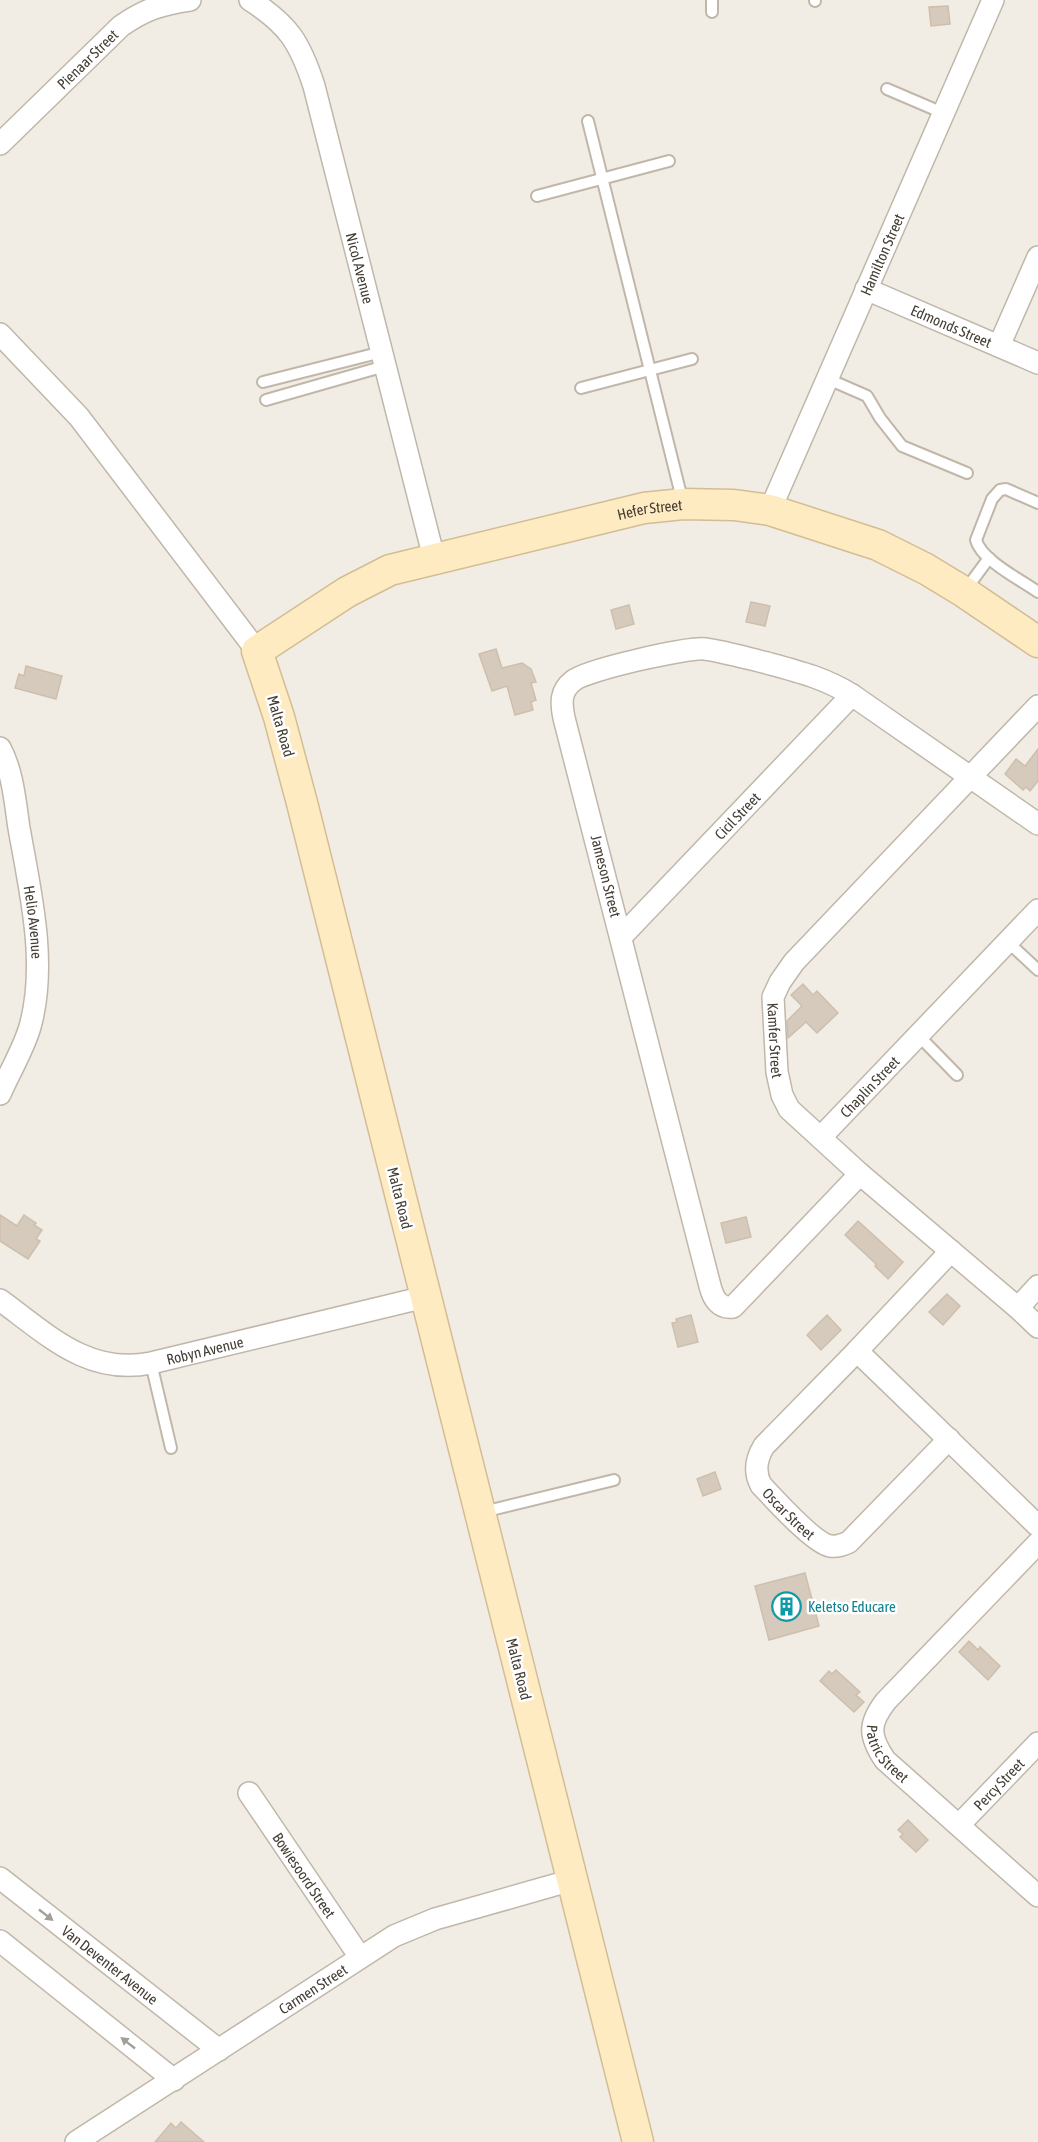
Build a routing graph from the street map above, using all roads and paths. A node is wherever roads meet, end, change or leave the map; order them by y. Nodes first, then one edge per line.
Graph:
1 (190, 0) edge
2 (250, 0) edge
3 (712, 0) edge
4 (993, 0) edge
5 (712, 12) dead end
6 (888, 90) dead end
7 (943, 113) junction
8 (588, 121) dead end
9 (0, 144) edge
10 (669, 161) dead end
11 (602, 179) junction
12 (537, 196) dead end
13 (1038, 257) edge
14 (866, 289) junction
15 (0, 334) edge
16 (999, 346) junction
17 (383, 359) junction
18 (692, 359) dead end
19 (1038, 363) edge
20 (651, 369) junction
21 (828, 378) junction
22 (263, 382) dead end
23 (581, 388) dead end
24 (266, 400) dead end
25 (967, 473) dead end
26 (1038, 503) edge
27 (683, 504) junction
28 (770, 510) junction
29 (434, 558) junction
30 (989, 558) junction
31 (1038, 591) edge
32 (964, 592) junction
33 (1038, 642) edge
34 (257, 651) junction
35 (852, 695) junction
36 (1038, 706) edge
37 (0, 748) edge
38 (971, 777) junction
39 (1038, 824) edge
40 (1038, 910) edge
41 (621, 937) junction
42 (1008, 942) junction
43 (1038, 970) edge
44 (918, 1035) junction
45 (957, 1075) dead end
46 (0, 1094) edge
47 (821, 1137) junction
48 (860, 1174) junction
49 (951, 1251) junction
50 (1038, 1286) edge
51 (425, 1297) junction
52 (0, 1300) edge
53 (1018, 1308) junction
54 (1038, 1326) edge
55 (857, 1351) junction
56 (150, 1363) junction
57 (949, 1439) junction
58 (171, 1448) dead end
59 (614, 1480) dead end
60 (479, 1513) junction
61 (1038, 1526) edge
62 (1038, 1543) edge
63 (1038, 1743) edge
64 (249, 1793) dead end
65 (959, 1825) junction
66 (0, 1878) edge
67 (572, 1880) junction
68 (1038, 1896) edge
69 (0, 1941) edge
70 (360, 1958) junction
71 (219, 2050) junction
72 (174, 2079) junction
73 (76, 2142) edge
74 (638, 2142) edge

1 - 9 street, Pienaar Street
2 - 17 street, Nicol Avenue
3 - 5 lane
4 - 7 street, Hamilton Street
6 - 7 lane
7 - 14 street, Hamilton Street
8 - 11 lane
10 - 11 lane
11 - 12 lane
11 - 20 lane
13 - 16 street
14 - 16 street, Edmonds Street
14 - 21 street, Hamilton Street
15 - 34 street, Malta Road
16 - 19 street, Edmonds Street
17 - 22 lane
17 - 24 lane
17 - 29 street, Nicol Avenue
18 - 20 lane
20 - 23 lane
20 - 27 lane
21 - 25 lane
21 - 28 street, Hamilton Street
26 - 30 lane
27 - 28 street, Hefer Street
27 - 29 street, Hefer Street
28 - 32 street, Hefer Street
29 - 34 street, Hefer Street
30 - 31 lane
30 - 32 lane
32 - 33 street, Hefer Street
34 - 51 street, Malta Road
35 - 38 street, Jameson Street
35 - 41 street, Cicil Street
35 - 41 street, Jameson Street
36 - 38 street, Kamfer Street
37 - 46 street, Helio Avenue
38 - 39 street
38 - 47 street, Kamfer Street
40 - 42 street, Chaplin Street
41 - 48 street, Jameson Street
42 - 43 lane
42 - 44 street, Chaplin Street
44 - 45 lane
44 - 47 street, Chaplin Street
47 - 48 street, Kamfer Street
48 - 49 street, Kamfer Street
49 - 53 street, Kamfer Street
49 - 55 street, Oscar Street
50 - 53 street
51 - 56 street, Robyn Avenue
51 - 60 street, Malta Road
52 - 56 street, Robyn Avenue
53 - 54 street, Kamfer Street
55 - 57 street
55 - 57 street, Oscar Street
56 - 58 lane
57 - 61 street
59 - 60 lane
60 - 67 street, Malta Road
62 - 65 street, Patric Street
63 - 65 street, Percy Street
64 - 70 street, Bowiesoord Street
65 - 68 street, Patric Street
66 -> 71 street, Van Deventer Avenue
67 - 70 street, Carmen Street
67 - 74 street, Malta Road
72 -> 69 street
70 - 71 street, Carmen Street
71 - 72 street, Carmen Street
72 - 73 street, Carmen Street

- Task: Tally the lines in this material that hold the word "Robyn", then reply with only the number.

- Result for this task: 2